I moved to Highlands County, Florida in 2013 to begin work as an educator at Archbold Biological Station. This science and conservation organization works across the Headwaters of the Florida Everglades, a 2.6 million acre region that stretches from Orlando to Lake Okeechobee. Immediately, I was immersed in a community of volunteers and professionals involved in environmental stewardship. This included co-workers as well as people from other non-profits and agencies. Daily contact and behind-the-scenes access led me to an important recognition in the fall of 2014: I was in a remarkable position to photograph this community. Six years and over seventy-five portrait sessions later, the project continues to grow and take shape.
This photo project aims to document the people, places, and careers related to conservation in the region. To that end, the subjects each pose in their work clothes while holding the tools they use. Most subjects are wildlife biologists or ecological researchers of some kind, but others are land managers, artists, archeologists, volunteers, and educators. They pose in the outdoor spaces where they work. Due to the importance of conservation to the community, these settings are subjects, too, and include: grasslands, scrublands, pinelands, ranchlands, wetlands, and others.

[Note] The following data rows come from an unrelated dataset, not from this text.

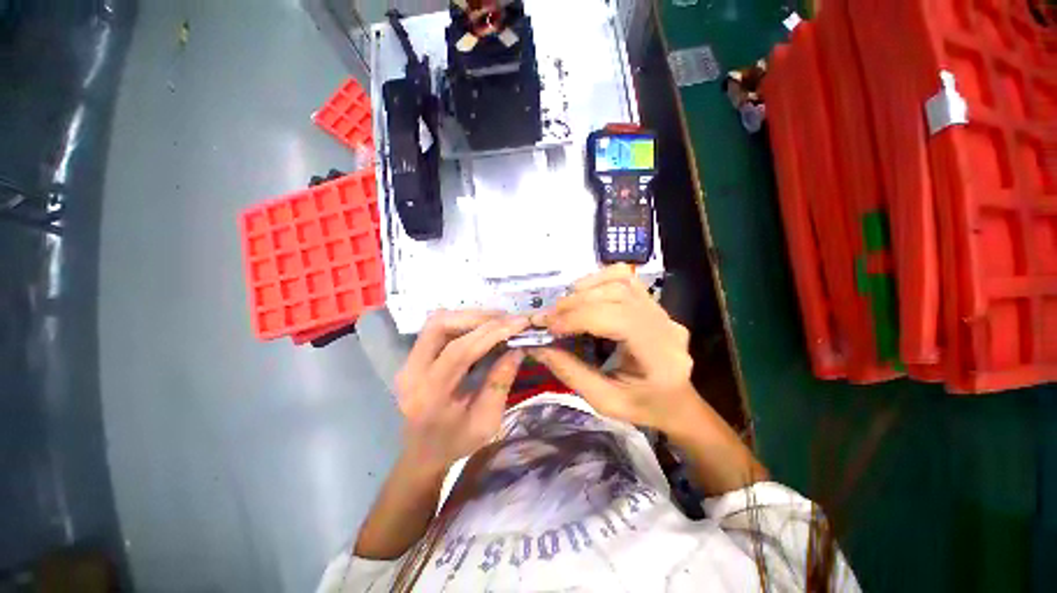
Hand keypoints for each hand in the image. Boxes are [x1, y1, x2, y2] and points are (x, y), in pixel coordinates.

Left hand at [395, 310, 529, 472]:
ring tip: (497, 321)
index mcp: (429, 396)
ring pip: (437, 322)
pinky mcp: (413, 357)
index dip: (491, 333)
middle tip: (506, 319)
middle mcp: (411, 373)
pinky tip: (482, 327)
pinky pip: (437, 328)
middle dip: (477, 318)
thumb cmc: (455, 443)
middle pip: (440, 326)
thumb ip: (501, 382)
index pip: (459, 351)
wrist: (422, 454)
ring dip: (469, 317)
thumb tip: (517, 348)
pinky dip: (462, 322)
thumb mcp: (486, 422)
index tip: (518, 323)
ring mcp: (408, 362)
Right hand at [529, 265, 696, 432]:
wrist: (676, 402)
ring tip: (563, 307)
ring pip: (621, 281)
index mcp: (660, 355)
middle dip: (575, 304)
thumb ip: (570, 372)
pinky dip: (599, 281)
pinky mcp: (653, 302)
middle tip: (548, 319)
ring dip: (585, 289)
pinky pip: (625, 279)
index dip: (578, 318)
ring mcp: (661, 309)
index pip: (616, 319)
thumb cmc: (643, 407)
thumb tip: (536, 347)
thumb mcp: (604, 401)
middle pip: (616, 294)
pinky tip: (584, 294)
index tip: (548, 328)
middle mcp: (665, 324)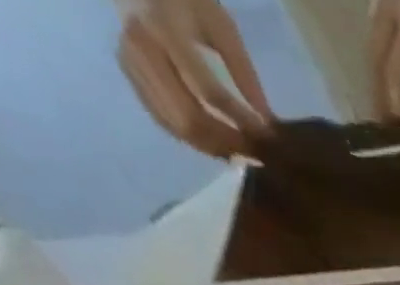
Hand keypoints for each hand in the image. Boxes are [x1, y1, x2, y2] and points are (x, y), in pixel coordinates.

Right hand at [116, 0, 272, 158]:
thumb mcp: (222, 26)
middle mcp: (141, 47)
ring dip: (214, 147)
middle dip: (229, 143)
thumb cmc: (188, 0)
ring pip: (176, 124)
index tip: (270, 138)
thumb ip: (244, 72)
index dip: (243, 122)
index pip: (209, 92)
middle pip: (189, 116)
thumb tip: (269, 121)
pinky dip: (195, 140)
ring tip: (244, 153)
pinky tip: (219, 144)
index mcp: (165, 29)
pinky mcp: (129, 73)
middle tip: (259, 154)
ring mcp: (131, 62)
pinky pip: (164, 120)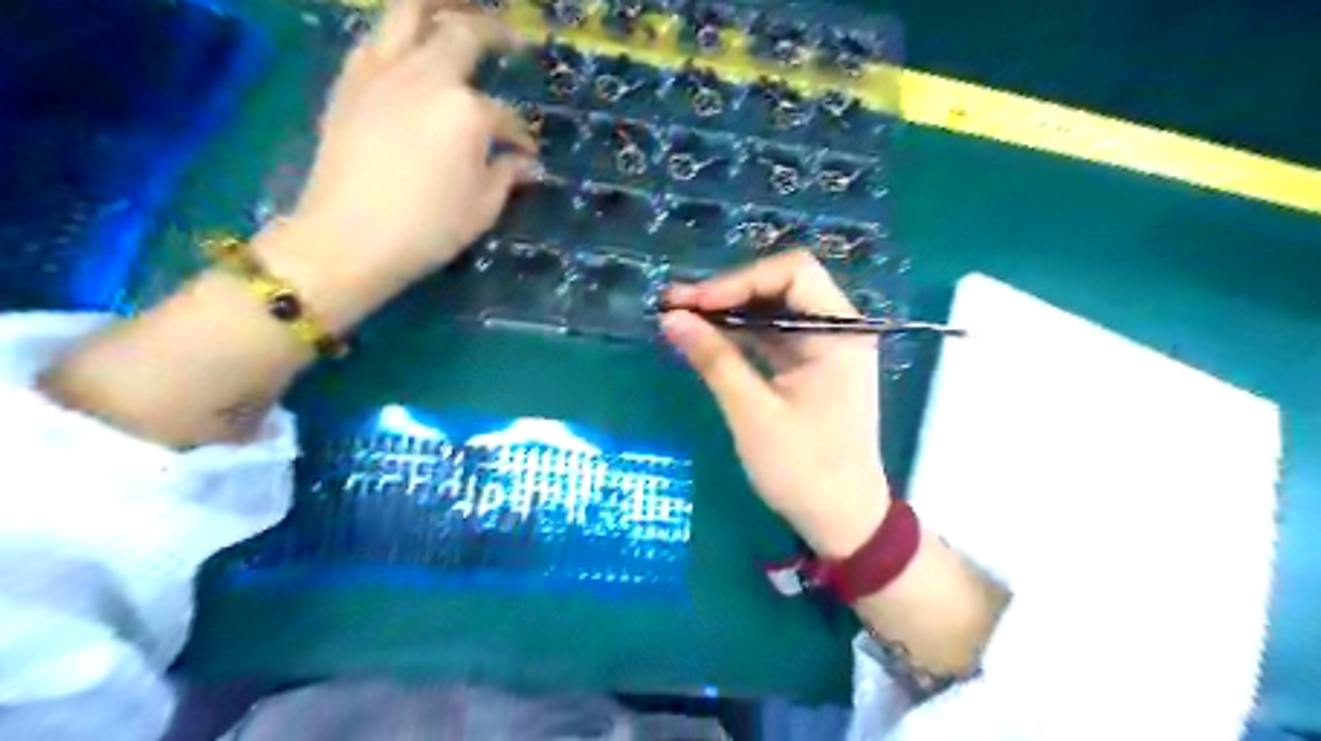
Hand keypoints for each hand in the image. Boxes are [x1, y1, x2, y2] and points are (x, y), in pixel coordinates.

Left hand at [291, 0, 535, 283]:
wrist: (348, 238)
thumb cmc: (427, 230)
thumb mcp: (482, 209)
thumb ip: (507, 176)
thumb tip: (525, 164)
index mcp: (466, 112)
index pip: (505, 117)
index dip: (521, 136)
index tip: (527, 155)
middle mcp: (426, 77)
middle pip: (463, 32)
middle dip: (493, 32)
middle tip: (510, 41)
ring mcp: (382, 72)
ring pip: (408, 12)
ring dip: (438, 10)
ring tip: (455, 17)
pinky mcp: (349, 82)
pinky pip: (375, 39)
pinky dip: (398, 36)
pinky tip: (409, 53)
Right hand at [666, 248, 892, 556]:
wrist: (842, 520)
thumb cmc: (804, 469)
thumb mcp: (753, 413)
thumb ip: (714, 359)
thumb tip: (671, 317)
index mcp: (840, 333)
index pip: (793, 273)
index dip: (738, 280)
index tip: (692, 303)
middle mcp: (838, 329)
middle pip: (781, 285)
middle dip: (729, 292)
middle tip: (677, 307)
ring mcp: (825, 347)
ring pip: (774, 309)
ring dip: (729, 312)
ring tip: (681, 319)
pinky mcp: (811, 367)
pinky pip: (773, 335)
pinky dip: (740, 334)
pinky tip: (707, 339)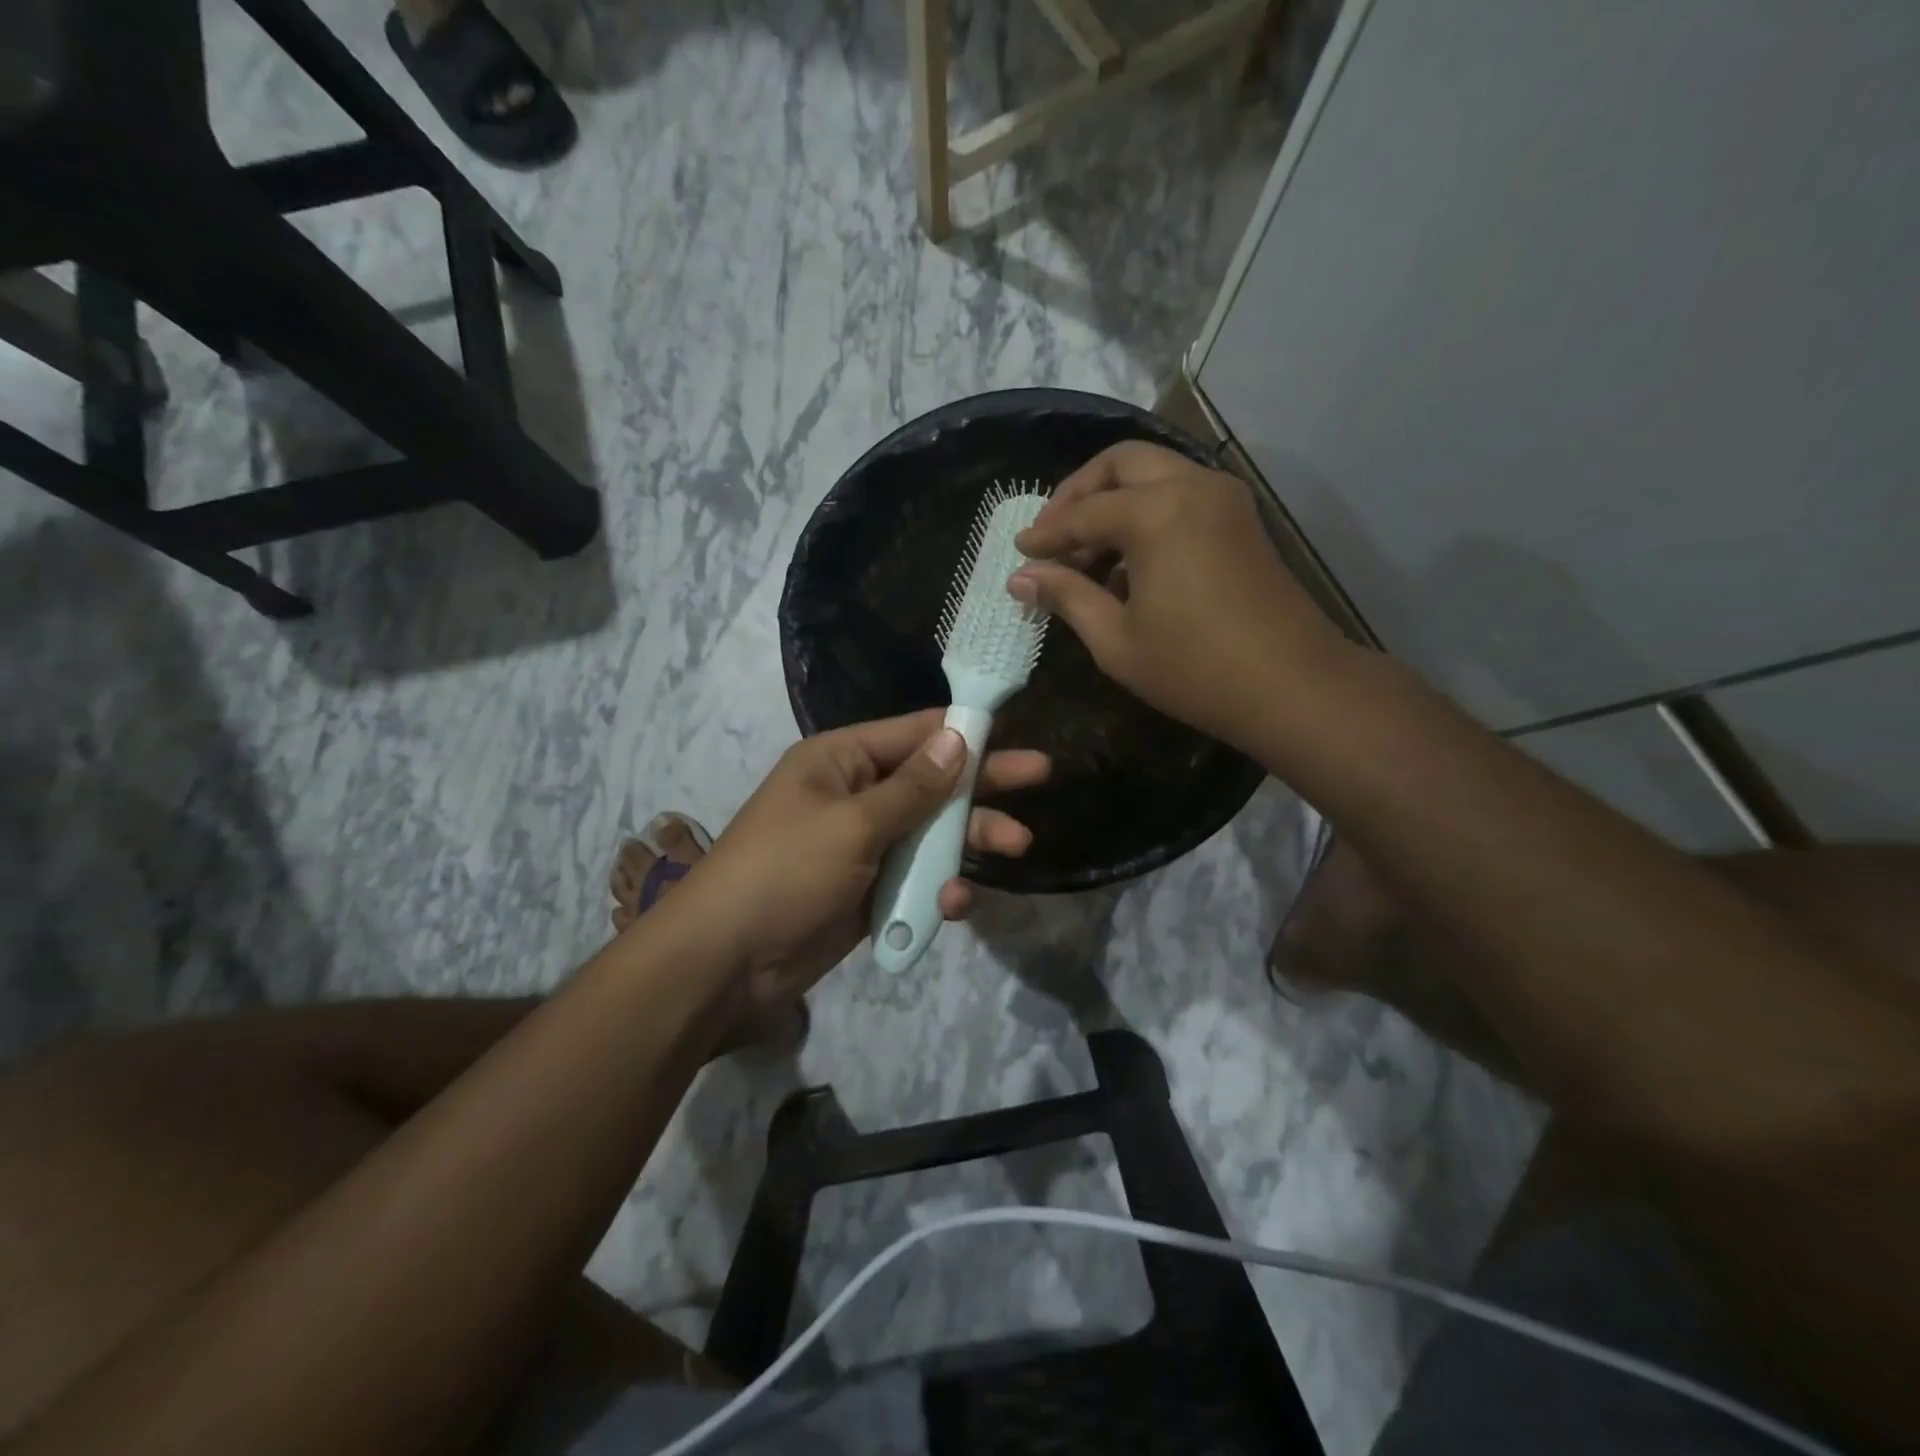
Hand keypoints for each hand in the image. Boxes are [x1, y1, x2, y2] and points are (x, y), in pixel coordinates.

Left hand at [675, 710, 1049, 1013]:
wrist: (728, 961)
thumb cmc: (786, 871)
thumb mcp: (853, 823)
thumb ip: (913, 787)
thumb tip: (958, 737)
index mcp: (842, 761)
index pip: (914, 733)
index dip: (964, 730)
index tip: (1013, 728)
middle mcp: (857, 796)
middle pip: (932, 782)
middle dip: (982, 784)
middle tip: (1040, 775)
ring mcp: (865, 846)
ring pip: (931, 833)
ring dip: (970, 840)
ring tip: (1017, 845)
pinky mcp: (871, 891)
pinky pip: (917, 878)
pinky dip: (938, 887)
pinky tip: (954, 902)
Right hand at [1009, 441, 1350, 752]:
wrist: (1291, 685)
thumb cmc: (1194, 669)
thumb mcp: (1115, 639)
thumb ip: (1067, 596)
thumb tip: (1021, 578)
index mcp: (1156, 513)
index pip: (1083, 512)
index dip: (1046, 534)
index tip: (1020, 553)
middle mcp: (1191, 486)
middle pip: (1121, 463)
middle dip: (1079, 493)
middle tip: (1052, 534)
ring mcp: (1223, 498)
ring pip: (1154, 473)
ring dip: (1115, 501)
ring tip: (1086, 555)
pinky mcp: (1240, 518)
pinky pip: (1180, 494)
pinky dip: (1147, 512)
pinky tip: (1128, 562)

Many elements of the portraits, like setting and lighting, postures and expressions, and even the angle I photograph from (usually kneeling on the ground) are intended to highlight the heroic aspects of the subjects. After all, these stewards spend hundreds or thousands of hours in Florida’s hot and humid interior. They slog through wetlands and rainy-season floods, and share the land with mosquitos, venomous snakes, and alligators. They operate chainsaws while high in pine trees, direct landscape-scale prescribed fires, and drive off-road in trucks, ATV’s, and swamp buggies.
Ultimately, I wish for future generations of Floridians to share and pass along a home that is alive with wild places and healthy ecosystems. These portraits are for them: a reminder of the community of people who, at a critical time in our history, oriented their lives and careers toward the stewardship needed to deliver that future.